As Christians when we interact with others are we being Jesus to them or are we being just a moment in Jesus’s life? Because in the same way we need to be careful to not use one verse in the Bible to base our theology on, we also need to be careful to take all of Jesus’s life into account when we consider what it means to be a Christian.
After Jesus’s triumphant entrance into Jerusalem, Jesus goes into the temple and finds buyers and sellers in the temple. His response is to do something that is completely righteous but this action could be considered by some to be harsh and judgmental particularly if this was all we saw of this moment in Jesus’s life.
Then Jesus went into the temple of God and drove out all those who bought and sold in the temple, and overturned the tables of the money changers and the seats of those who sold doves. And He said to them, “It is written, ‘My house shall be called a house of prayer,’ but you have made it a ‘den of thieves.’ ” ~Matthew 21:12-13~
If we put this into the proper context of the temple being a place of worship and that none of these people, who are corrupting the purpose of the temple and the sacrificial system, weren’t supposed to be selling inside the temple at all, we see this as a righteous actions on Jesus’s part to remove wrongful occupants of the temple.
However, if we looked at it from the perspective of one of those vendors (who clearly does not desire knowledge of God), who is trying to make their living and who has possibly been selling in the temple for months, maybe even years, and suddenly this person who again from the vendor’s perspective has no authority to come in and drive them out of their place of business, then this whole interaction might seem completely unloving and outrageous.
A similar problem occurs when people look at Christian’s response to sin. Without the proper context a completely righteous action can come off looking very outrageous to those who are unable to see from the knowledge of God. They also at times are missing the rest of the picture, because what does Jesus do next? Does He just keep everyone out of the temple because no one should be in it? No, He doesn’t. In the very next verse, who do we find coming into the temple now that the sellers have been driven out?
“Then the blind and the lame came to Him in the temple, and He healed them.” ~Matthew 21:14~
Jesus’s next action after judgement is an invitation to those in need. He drove out those trying to corrupt the meaning of the temple, and He invited in those who were in need of what the temple has to offer: a way to God’s grace and mercy.
Similarly when Christians interact with others this expression of righteousness should never be made so that all are found wanting, but rather so that there is space for the invitation that comes next to be made and received. Too often though as Christians we forget to clean our own house, and we forget to make the invitation to those in need. Instead we’re too busy telling people that their ways don’t belong in the church. It’s an expression of “righteousness” without anything else, no invitation, no offer of salvation.

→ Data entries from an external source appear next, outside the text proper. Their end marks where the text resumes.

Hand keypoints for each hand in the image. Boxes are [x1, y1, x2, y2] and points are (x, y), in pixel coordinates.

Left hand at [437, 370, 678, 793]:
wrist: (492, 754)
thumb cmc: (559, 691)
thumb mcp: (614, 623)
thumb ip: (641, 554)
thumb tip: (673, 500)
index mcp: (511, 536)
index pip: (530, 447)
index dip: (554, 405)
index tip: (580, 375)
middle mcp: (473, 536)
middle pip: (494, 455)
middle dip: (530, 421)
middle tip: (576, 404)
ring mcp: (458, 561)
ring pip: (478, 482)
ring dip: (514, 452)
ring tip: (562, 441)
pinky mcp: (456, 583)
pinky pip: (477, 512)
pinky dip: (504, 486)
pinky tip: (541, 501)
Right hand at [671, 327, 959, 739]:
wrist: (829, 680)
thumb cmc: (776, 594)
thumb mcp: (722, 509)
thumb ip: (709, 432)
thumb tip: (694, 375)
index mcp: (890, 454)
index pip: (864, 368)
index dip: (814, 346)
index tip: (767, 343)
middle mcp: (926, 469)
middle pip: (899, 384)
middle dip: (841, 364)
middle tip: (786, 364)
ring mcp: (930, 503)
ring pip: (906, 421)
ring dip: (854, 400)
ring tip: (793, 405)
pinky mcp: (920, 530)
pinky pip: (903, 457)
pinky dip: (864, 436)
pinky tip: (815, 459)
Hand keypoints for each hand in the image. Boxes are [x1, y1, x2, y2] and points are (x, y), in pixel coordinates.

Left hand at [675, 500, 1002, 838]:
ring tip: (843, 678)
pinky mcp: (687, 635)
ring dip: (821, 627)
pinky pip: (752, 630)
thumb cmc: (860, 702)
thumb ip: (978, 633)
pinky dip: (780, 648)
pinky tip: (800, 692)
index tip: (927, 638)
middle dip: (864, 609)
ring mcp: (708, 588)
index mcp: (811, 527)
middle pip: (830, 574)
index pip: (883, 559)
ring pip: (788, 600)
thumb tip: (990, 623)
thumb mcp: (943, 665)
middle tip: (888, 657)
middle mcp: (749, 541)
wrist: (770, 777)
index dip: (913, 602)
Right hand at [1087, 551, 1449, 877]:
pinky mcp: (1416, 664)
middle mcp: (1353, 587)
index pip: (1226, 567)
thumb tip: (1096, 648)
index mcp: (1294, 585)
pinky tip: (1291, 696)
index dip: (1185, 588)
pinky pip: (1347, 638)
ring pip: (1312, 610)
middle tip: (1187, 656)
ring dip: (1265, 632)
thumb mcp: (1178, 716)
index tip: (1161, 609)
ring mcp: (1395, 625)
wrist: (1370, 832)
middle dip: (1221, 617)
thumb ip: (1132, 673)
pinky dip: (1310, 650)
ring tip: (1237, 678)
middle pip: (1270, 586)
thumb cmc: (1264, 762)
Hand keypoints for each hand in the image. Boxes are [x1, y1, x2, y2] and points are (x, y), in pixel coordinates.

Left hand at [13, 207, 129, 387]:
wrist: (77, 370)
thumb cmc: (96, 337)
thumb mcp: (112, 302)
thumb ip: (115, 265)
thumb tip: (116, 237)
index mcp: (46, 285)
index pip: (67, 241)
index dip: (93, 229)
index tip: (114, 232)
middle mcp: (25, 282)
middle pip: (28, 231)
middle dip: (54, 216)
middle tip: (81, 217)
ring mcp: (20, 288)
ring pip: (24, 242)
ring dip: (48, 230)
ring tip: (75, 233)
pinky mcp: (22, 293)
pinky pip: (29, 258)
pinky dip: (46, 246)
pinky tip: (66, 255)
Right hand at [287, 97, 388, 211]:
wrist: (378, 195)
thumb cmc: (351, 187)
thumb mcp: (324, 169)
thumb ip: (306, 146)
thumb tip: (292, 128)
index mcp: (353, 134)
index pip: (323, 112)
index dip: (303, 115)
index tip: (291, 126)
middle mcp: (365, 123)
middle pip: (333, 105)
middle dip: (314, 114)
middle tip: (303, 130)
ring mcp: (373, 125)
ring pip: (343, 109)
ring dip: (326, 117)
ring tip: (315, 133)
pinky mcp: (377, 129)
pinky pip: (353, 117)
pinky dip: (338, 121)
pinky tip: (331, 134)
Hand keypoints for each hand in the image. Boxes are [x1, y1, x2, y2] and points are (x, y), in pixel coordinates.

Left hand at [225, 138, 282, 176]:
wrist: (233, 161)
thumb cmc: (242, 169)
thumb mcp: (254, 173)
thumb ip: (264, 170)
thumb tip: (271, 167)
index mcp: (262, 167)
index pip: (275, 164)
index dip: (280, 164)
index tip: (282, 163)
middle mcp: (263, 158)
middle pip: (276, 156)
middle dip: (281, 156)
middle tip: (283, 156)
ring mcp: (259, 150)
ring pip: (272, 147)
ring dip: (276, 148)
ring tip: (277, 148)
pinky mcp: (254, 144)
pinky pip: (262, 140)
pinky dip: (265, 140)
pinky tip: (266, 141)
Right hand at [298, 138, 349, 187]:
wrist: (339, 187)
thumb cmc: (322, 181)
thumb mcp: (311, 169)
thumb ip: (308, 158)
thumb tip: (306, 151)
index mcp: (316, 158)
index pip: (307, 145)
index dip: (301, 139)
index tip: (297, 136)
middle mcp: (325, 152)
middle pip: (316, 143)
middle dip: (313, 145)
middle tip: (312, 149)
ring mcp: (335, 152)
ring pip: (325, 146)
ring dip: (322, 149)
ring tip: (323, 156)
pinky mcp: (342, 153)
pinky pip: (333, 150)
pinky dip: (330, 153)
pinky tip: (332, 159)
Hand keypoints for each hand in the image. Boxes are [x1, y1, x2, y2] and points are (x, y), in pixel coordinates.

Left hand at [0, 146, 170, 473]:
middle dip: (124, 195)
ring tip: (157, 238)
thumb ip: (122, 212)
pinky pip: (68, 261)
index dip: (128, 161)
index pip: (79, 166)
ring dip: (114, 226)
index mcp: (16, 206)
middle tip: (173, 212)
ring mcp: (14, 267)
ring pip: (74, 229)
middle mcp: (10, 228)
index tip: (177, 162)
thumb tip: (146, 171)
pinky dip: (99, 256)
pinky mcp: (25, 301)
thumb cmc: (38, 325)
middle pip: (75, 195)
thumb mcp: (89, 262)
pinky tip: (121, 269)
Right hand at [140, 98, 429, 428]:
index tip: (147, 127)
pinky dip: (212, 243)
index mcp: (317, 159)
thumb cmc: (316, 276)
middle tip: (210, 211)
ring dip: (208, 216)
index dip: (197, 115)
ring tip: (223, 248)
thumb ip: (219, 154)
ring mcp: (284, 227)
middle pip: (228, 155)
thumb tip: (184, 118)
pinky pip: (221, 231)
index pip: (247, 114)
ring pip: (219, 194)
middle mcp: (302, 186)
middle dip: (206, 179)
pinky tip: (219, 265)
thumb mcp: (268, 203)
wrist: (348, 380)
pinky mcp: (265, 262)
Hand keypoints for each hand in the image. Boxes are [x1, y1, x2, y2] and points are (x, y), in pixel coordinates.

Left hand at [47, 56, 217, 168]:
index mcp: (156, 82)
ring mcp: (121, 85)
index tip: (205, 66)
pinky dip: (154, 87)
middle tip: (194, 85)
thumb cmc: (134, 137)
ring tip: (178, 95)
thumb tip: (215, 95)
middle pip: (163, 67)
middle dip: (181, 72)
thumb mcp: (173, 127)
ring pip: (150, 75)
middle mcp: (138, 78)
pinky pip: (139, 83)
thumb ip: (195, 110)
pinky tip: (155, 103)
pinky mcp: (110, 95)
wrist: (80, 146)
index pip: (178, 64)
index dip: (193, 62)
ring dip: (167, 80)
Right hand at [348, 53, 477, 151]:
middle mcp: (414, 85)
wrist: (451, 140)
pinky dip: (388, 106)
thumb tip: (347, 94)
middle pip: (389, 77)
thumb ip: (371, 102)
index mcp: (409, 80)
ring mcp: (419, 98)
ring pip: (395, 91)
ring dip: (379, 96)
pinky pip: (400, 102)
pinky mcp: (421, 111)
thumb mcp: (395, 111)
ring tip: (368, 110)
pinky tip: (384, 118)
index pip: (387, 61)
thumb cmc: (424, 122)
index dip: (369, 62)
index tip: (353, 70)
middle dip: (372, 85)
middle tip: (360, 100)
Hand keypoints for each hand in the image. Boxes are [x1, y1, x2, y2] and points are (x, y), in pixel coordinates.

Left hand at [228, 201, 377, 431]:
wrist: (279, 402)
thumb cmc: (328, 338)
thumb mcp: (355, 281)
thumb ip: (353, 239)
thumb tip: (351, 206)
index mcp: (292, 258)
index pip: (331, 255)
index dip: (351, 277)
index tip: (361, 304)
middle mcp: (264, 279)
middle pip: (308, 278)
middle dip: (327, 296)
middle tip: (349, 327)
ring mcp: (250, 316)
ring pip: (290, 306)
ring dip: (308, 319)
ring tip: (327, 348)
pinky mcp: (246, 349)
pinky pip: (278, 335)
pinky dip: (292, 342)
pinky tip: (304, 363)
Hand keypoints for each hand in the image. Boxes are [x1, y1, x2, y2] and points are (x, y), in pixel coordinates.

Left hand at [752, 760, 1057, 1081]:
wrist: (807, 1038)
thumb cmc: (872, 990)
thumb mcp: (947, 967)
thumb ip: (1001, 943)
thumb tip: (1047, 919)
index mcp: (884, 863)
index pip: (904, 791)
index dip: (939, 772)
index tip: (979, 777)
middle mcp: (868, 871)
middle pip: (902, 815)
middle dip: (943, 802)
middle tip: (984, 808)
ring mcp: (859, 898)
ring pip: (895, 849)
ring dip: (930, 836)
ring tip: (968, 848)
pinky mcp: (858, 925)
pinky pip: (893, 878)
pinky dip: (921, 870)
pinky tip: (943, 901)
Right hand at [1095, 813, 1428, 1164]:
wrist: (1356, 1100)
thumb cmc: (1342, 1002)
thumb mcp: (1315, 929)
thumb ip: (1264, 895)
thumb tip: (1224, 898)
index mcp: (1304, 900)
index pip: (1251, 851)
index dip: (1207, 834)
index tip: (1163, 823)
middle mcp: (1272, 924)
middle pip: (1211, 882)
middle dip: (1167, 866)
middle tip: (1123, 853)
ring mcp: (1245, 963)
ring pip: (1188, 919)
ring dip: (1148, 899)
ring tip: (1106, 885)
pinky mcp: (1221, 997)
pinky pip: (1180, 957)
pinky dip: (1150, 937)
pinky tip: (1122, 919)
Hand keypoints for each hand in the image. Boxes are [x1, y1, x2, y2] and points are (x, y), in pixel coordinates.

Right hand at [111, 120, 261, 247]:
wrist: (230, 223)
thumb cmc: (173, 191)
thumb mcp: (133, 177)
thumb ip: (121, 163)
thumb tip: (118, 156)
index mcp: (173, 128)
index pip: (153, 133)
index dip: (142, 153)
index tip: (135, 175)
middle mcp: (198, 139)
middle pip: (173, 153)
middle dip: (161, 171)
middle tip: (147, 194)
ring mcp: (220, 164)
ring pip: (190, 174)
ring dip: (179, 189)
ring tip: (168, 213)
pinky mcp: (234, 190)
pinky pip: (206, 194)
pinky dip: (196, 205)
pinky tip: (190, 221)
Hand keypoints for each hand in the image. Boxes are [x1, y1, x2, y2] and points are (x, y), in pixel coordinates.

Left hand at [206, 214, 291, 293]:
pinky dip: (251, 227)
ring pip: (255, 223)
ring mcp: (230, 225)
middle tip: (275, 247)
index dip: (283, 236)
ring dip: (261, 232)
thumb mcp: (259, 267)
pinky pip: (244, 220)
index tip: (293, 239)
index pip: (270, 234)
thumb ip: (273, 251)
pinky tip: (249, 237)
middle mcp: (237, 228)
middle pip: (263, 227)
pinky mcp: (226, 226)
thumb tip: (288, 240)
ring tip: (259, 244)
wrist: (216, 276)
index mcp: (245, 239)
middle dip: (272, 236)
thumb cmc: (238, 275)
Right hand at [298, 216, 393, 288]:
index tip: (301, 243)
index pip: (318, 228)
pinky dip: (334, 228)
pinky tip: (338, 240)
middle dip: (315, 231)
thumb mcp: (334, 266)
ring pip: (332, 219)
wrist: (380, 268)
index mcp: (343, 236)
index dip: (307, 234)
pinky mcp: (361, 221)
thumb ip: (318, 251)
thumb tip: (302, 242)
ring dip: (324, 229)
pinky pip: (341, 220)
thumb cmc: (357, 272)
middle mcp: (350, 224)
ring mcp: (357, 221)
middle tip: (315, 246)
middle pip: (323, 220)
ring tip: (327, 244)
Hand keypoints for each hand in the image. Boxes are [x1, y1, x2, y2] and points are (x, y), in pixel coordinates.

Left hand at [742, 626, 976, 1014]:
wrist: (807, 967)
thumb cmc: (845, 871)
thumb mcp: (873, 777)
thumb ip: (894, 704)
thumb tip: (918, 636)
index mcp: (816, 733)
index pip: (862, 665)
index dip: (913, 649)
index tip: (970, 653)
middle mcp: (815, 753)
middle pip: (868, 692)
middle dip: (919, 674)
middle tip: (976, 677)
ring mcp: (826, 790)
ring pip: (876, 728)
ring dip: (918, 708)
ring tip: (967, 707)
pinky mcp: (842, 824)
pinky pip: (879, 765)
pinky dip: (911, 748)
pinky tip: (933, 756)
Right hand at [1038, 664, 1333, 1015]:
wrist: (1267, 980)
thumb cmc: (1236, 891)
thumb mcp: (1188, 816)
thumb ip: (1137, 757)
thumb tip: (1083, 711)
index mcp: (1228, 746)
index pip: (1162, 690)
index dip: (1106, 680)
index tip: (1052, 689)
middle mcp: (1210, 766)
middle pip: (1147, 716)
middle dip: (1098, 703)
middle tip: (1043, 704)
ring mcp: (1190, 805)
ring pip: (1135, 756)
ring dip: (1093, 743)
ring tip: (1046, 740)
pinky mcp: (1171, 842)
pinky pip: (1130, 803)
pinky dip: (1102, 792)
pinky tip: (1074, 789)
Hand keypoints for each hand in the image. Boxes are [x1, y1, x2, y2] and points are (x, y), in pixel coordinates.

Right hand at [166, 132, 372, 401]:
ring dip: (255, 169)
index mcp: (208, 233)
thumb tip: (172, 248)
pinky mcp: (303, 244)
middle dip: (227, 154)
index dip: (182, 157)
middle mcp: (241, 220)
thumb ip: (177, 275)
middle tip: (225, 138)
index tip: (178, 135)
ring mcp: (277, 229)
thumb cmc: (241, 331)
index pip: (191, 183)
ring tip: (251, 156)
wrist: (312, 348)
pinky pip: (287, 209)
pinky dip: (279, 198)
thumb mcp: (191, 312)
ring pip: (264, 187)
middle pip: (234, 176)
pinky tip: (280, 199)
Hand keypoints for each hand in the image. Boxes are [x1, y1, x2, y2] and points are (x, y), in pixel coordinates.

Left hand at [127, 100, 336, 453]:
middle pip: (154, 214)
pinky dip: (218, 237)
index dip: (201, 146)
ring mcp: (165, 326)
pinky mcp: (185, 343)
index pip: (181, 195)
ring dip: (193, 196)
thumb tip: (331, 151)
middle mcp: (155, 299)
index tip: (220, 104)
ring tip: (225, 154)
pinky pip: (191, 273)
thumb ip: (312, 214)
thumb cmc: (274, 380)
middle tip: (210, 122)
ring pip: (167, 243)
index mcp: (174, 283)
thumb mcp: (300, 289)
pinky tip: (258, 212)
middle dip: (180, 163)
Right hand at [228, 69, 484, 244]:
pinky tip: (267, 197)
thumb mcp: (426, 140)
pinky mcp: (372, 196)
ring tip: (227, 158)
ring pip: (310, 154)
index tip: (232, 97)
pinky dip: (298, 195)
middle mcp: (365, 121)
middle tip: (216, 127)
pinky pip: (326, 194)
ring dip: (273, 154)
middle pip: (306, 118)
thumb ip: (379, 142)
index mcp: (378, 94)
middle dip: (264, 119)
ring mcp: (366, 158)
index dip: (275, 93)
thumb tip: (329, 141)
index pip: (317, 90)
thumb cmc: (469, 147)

But on the flip-side, we as Christians can also end up being all about love and forget that without first taking the time to drive out the falseness, lies, and corruption within the spiritual system, there is no room or ability to truly or rightly welcome in those who are in need of and desiring what the temple is supposed to be there to offer them. These are the Christians who spend their time accepting the buyer’s and sells while welcoming the blind and the lame too, but because these Christians have no grasp of righteousness there is no capacity to actually point them to true healing, because the “acceptance” they have offered everyone and everything has filled the temple with falsehood, lies, and spiritual corruption.
Righteousness says: This is the standard. (Tells people they are broken)
Love says: You are cared about. (Tells people they are loved in their brokenness)
Grace says: You can’t meet the standard and because I care about you and the truth, I am here to introduce you to Jesus, who can make you whole.
“But go and learn what this means: ‘I desire mercy and not sacrifice.’ For I did not come to call the righteous, but sinners, to repentance.” ~Matthew 9:13~
In the same way the temple needed Jesus in it and sin removed in order for true help and healing to occur, we as Christians need Jesus in us and sin removed from our lives in order for true help and healing to occur within us and to then to be able to be offered to others because of our right expression of Jesus to them.
“For I desire mercy and not sacrifice, and the knowledge of God more than burnt offerings.” ~Hos 6:6~
Do you have the knowledge of God? Are you loving and accepting others but neglecting knowing God? Are you so busy being righteous or telling others about righteousness that you have neglected understanding what God desires? Knowing God look like Jesus. Not just a moment of judgement and not just a moment of welcome, but all of Jesus which includes (but is not limited to) righteous, love, and mercy.